Foreign body responses in mouse central nervous system mimic natural wound responses and alter biomaterial functions

Biomaterials hold promise for therapeutic applications in the central nervous system (CNS). Little is known about molecular factors that determine CNS foreign body responses (FBRs) in vivo, or about how such responses influence biomaterial function. Here, we probed these factors in mice using a platform of injectable hydrogels readily modified to present interfaces with different physiochemical properties to host cells. We found that biomaterial FBRs mimic specialized multicellular CNS wound responses not present in peripheral tissues, which serve to isolate damaged neural tissue and restore barrier functions.
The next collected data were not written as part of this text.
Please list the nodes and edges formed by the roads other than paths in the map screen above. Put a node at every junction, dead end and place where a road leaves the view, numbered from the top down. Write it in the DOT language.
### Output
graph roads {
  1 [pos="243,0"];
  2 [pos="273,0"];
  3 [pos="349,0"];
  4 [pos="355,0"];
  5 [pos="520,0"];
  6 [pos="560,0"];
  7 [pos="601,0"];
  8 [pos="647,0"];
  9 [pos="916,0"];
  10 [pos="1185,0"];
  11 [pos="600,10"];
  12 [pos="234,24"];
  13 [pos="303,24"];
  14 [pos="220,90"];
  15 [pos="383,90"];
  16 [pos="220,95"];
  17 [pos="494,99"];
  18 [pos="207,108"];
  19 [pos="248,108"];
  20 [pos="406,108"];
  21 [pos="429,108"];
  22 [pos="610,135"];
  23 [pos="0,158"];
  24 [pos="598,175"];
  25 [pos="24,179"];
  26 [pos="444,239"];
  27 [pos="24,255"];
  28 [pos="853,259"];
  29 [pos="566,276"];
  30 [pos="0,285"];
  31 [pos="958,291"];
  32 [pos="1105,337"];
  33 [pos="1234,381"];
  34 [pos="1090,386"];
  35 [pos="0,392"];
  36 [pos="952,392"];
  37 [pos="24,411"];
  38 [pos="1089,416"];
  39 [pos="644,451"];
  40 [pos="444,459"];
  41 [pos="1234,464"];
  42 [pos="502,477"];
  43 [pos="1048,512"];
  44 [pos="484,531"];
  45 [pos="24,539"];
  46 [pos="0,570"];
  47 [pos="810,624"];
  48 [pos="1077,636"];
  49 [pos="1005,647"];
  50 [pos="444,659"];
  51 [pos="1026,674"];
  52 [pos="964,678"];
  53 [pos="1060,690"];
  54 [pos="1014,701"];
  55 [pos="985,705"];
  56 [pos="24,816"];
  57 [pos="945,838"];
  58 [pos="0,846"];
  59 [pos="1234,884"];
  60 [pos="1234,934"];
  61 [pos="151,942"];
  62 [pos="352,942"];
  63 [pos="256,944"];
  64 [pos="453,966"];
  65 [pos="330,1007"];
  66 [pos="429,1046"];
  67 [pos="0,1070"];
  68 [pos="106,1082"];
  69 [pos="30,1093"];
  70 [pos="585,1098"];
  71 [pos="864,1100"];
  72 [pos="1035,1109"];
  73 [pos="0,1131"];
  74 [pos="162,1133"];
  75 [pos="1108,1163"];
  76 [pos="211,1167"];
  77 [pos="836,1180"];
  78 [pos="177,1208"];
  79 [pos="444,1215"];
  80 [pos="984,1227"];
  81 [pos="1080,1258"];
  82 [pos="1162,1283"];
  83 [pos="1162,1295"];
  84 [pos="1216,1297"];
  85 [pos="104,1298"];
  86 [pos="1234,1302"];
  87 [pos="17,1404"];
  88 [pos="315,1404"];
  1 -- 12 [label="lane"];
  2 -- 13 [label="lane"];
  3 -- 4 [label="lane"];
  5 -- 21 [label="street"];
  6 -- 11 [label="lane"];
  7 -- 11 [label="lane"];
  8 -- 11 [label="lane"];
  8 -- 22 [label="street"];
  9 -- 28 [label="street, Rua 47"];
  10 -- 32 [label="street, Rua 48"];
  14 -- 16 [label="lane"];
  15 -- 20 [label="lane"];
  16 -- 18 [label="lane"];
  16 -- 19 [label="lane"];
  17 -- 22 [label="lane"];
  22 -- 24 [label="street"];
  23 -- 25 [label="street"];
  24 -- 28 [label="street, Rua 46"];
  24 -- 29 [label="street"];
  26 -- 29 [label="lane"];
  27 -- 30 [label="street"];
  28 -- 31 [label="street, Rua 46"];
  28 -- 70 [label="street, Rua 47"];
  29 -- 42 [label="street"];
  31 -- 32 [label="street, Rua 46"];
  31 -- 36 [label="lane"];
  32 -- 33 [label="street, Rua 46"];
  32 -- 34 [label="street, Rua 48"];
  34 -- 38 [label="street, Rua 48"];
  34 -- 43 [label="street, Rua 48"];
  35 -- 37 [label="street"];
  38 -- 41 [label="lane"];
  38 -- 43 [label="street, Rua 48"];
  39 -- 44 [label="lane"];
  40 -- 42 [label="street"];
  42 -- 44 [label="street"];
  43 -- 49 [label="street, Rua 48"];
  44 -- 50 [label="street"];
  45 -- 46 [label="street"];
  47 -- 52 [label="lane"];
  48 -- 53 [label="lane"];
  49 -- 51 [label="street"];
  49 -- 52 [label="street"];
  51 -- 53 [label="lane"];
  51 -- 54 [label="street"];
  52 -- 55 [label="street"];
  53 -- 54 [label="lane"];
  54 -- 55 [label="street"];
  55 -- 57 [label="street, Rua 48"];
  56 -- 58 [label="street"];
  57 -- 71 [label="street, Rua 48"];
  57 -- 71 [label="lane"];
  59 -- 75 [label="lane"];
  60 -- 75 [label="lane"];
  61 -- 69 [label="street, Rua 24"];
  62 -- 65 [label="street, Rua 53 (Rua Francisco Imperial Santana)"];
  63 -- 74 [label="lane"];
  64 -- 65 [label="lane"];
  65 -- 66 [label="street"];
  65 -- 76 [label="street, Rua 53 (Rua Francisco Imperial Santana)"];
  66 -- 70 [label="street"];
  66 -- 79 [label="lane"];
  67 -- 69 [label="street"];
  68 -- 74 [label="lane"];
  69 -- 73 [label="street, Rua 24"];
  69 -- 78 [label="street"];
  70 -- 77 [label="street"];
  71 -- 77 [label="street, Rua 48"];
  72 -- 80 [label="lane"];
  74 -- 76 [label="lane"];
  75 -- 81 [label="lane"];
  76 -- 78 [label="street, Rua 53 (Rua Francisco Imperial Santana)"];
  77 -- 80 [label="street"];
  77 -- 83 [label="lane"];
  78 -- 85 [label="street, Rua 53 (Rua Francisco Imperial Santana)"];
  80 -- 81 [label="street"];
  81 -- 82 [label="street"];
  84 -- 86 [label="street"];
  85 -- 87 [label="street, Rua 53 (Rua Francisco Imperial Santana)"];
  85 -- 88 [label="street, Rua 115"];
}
We show that the nature and intensity of CNS FBRs are determined by definable properties that significantly influence hydrogel functions, including resorption and molecular delivery when injected into healthy brain or stroke injuries. Cationic interfaces elicit stromal cell infiltration, peripherally derived inflammation, neural damage and amyloid production. Nonionic and anionic formulations show minimal levels of these responses, which contributes to superior bioactive molecular delivery. Our results identify specific molecular mechanisms that drive FBRs in the CNS and have important implications for developing effective biomaterials for CNS applications. Implantable biomaterials evoke foreign body responses in the central nervous system. The authors compare hydrogel-based biomaterials to identify cellular interactions and molecular mechanisms that drive different types of foreign body responses that have different effects on biomaterial function.